A much better rate to determine the life of drives is the annualized drive failure rate. Industry wide (meaning individual manufacturers numbers may be a little better or a little worse), the annualized drive failure rate is about 1%. Doesn't sound too bad does it? Well, it is. This means that one out of every hundred drives fails a year. Not bad for toasters, but bad for nuclear reactors and data. Some manufacturers will report this number for a specific drive, some will not. If a manufacturer says a drive has an annualized failure rate of .9%, that means that at least 9 out of every 1000 of that drive they sell will die in the first year due to mechanical failure (this doesn't include other types of damage). This number is also influenced by RMAs.

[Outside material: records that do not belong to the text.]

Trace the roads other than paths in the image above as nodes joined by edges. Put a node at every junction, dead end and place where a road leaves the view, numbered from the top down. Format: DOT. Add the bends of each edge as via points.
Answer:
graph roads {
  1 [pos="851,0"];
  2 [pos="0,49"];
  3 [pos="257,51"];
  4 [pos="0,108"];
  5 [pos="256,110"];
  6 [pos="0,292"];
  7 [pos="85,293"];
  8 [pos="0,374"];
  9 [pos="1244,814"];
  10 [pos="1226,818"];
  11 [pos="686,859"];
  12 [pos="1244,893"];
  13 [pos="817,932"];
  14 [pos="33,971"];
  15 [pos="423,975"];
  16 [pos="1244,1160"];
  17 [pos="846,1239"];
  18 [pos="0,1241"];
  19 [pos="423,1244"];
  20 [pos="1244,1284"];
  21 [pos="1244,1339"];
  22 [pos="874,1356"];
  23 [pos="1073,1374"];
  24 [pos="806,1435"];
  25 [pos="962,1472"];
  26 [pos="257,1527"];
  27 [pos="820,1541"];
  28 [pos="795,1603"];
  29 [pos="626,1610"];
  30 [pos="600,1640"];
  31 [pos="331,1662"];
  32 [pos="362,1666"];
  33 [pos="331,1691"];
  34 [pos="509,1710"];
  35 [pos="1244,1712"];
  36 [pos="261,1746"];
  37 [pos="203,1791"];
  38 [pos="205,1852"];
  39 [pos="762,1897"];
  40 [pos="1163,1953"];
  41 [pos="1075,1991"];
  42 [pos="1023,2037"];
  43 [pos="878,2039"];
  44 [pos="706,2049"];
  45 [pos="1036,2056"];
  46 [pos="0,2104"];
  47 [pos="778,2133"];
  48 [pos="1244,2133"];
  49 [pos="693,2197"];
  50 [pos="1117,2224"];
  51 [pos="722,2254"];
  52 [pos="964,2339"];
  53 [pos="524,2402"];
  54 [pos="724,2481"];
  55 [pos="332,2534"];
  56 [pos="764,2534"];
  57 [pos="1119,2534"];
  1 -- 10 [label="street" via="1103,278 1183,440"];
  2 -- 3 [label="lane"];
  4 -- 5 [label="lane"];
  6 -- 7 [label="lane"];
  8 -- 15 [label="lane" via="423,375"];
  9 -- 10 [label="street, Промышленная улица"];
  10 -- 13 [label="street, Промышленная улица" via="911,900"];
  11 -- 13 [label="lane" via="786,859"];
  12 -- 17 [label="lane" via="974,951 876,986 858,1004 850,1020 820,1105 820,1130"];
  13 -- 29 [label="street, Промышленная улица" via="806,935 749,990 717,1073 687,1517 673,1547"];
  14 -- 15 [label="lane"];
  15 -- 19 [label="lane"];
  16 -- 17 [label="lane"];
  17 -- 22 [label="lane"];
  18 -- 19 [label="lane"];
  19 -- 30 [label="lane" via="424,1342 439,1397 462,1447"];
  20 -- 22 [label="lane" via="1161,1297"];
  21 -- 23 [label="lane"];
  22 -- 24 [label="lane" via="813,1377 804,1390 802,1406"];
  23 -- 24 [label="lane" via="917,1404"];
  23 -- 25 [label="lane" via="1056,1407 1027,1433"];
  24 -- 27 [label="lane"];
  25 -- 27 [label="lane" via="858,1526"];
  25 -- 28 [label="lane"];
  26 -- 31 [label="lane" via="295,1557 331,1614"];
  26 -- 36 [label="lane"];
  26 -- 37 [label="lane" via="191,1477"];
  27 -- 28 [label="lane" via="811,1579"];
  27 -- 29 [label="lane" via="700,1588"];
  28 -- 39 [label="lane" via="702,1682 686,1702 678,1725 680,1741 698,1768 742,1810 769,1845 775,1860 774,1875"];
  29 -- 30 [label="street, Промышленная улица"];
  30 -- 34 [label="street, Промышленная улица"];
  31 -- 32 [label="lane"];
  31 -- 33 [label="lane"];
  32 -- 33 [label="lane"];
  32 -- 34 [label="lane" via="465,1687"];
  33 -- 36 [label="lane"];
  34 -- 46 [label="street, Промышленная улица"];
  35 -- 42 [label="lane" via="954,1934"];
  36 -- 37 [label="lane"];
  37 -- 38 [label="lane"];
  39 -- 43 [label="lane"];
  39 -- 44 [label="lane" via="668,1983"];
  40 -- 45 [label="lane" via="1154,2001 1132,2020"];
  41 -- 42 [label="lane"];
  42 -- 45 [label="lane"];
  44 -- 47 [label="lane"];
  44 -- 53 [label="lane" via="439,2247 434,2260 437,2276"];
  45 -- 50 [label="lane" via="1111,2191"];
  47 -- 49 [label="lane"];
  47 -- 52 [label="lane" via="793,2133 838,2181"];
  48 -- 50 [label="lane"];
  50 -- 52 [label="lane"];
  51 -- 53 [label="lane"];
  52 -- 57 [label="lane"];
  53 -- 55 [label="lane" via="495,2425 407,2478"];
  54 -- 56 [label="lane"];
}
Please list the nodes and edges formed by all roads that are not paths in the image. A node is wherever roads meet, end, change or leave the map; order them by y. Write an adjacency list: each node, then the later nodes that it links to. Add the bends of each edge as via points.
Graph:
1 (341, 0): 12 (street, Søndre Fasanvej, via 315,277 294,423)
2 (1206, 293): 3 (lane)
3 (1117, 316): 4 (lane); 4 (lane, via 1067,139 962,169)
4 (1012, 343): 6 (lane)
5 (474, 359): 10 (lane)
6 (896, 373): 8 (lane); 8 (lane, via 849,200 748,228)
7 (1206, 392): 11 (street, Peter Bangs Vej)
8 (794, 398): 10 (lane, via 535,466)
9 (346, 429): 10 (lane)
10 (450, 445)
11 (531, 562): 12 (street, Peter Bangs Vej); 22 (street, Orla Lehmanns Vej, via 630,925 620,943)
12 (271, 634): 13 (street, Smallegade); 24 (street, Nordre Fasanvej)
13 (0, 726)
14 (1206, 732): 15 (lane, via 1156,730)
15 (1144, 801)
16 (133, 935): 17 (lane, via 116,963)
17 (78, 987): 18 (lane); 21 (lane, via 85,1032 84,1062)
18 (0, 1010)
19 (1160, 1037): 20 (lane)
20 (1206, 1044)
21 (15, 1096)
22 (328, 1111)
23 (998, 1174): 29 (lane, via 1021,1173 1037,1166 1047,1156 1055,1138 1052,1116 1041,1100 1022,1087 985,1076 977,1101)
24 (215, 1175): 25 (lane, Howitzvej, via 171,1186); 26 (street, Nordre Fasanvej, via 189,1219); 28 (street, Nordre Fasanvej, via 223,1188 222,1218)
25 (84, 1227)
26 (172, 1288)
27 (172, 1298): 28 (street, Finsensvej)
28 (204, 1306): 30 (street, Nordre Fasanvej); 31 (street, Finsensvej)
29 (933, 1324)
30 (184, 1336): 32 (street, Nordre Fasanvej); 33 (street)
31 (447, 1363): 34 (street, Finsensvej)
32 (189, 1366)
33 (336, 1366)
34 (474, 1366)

Both ways of measuring failure rate are subjective and slightly flawed (as not all devices can be monitored, any drive not returned is assumed to be functioning properly). The failure rate of drives is not really valid after the warranty period either. These drives cannot be returned, thus any ability to monitor the product lifespan after this point is difficult to impossible. Thus, it is possible that the failure rate increases geometricaly, exponentially, or at a linearly increasing rate after this period (not like the day after, but you get the idea). This would probably have more to do with the failure rate of the individual parts, rather than the drive as a whole.

hafa
03-24-04, 06:29 PM
The drive reliability survey at Storagereview.com (http://www.storagereview.com/) has some interesting, albeit apocryphal data about drive reliability.

WiNd
03-28-04, 12:26 AM
that really like say the tranny on your car would die sooner from the wear and tear of shifting gears from drive to park all the time. Which can be true but its takes time, either way you'll find out that you need to replace your drive before the motor would wear out.